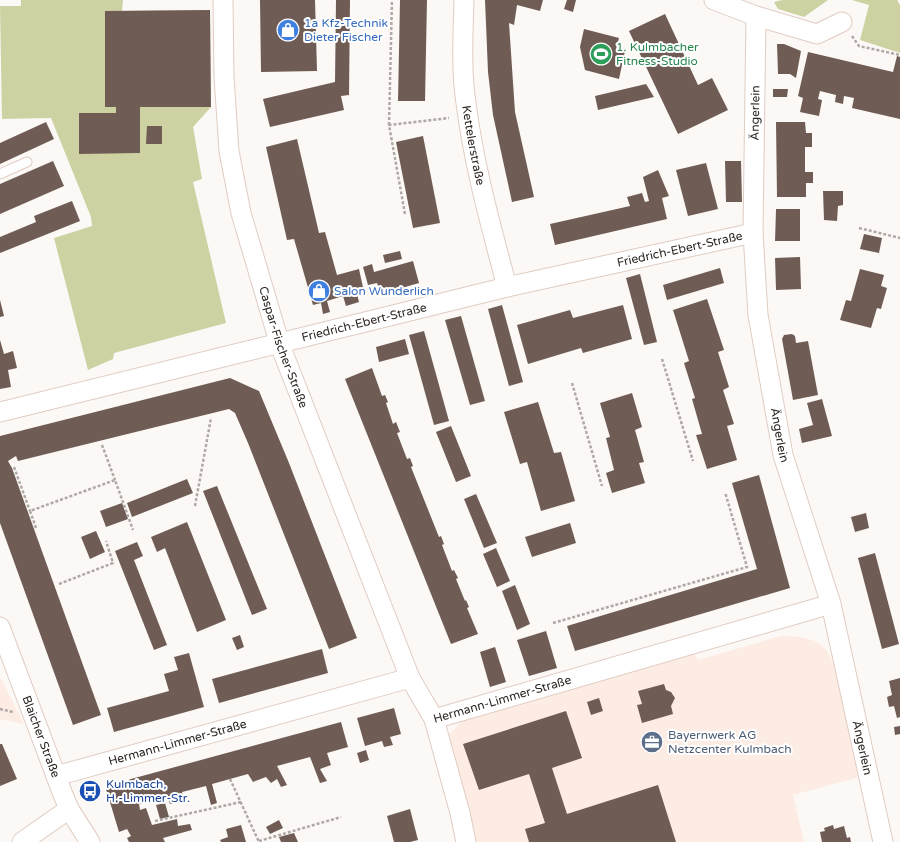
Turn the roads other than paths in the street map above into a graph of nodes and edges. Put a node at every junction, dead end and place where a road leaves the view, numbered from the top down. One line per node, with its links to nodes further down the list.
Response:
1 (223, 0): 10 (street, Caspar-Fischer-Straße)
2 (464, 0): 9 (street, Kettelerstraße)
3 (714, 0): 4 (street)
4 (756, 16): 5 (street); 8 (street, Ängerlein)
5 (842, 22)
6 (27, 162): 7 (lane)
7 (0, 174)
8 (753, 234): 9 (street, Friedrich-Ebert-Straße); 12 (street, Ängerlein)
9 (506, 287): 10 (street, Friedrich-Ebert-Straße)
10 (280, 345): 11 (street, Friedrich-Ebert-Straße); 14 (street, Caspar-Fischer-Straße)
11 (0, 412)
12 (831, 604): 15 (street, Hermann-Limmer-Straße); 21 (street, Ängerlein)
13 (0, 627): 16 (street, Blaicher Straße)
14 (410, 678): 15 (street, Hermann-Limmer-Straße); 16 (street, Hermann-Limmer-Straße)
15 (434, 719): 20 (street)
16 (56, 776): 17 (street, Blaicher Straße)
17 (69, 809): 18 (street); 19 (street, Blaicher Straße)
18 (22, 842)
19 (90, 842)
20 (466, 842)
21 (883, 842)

_ _ _ _ _

Without the pictures, set down every entry exactly.

Turn the roads other than paths in the street map above into a graph of nodes and edges. Put a node at every junction, dead end and place where a road leaves the view, numbered from the top down. One line per node, with its links to nodes further down the list.
Response:
1 (223, 0): 10 (street, Caspar-Fischer-Straße)
2 (464, 0): 9 (street, Kettelerstraße)
3 (714, 0): 4 (street)
4 (756, 16): 5 (street); 8 (street, Ängerlein)
5 (842, 22)
6 (27, 162): 7 (lane)
7 (0, 174)
8 (753, 234): 9 (street, Friedrich-Ebert-Straße); 12 (street, Ängerlein)
9 (506, 287): 10 (street, Friedrich-Ebert-Straße)
10 (280, 345): 11 (street, Friedrich-Ebert-Straße); 14 (street, Caspar-Fischer-Straße)
11 (0, 412)
12 (831, 604): 15 (street, Hermann-Limmer-Straße); 21 (street, Ängerlein)
13 (0, 627): 16 (street, Blaicher Straße)
14 (410, 678): 15 (street, Hermann-Limmer-Straße); 16 (street, Hermann-Limmer-Straße)
15 (434, 719): 20 (street)
16 (56, 776): 17 (street, Blaicher Straße)
17 (69, 809): 18 (street); 19 (street, Blaicher Straße)
18 (22, 842)
19 (90, 842)
20 (466, 842)
21 (883, 842)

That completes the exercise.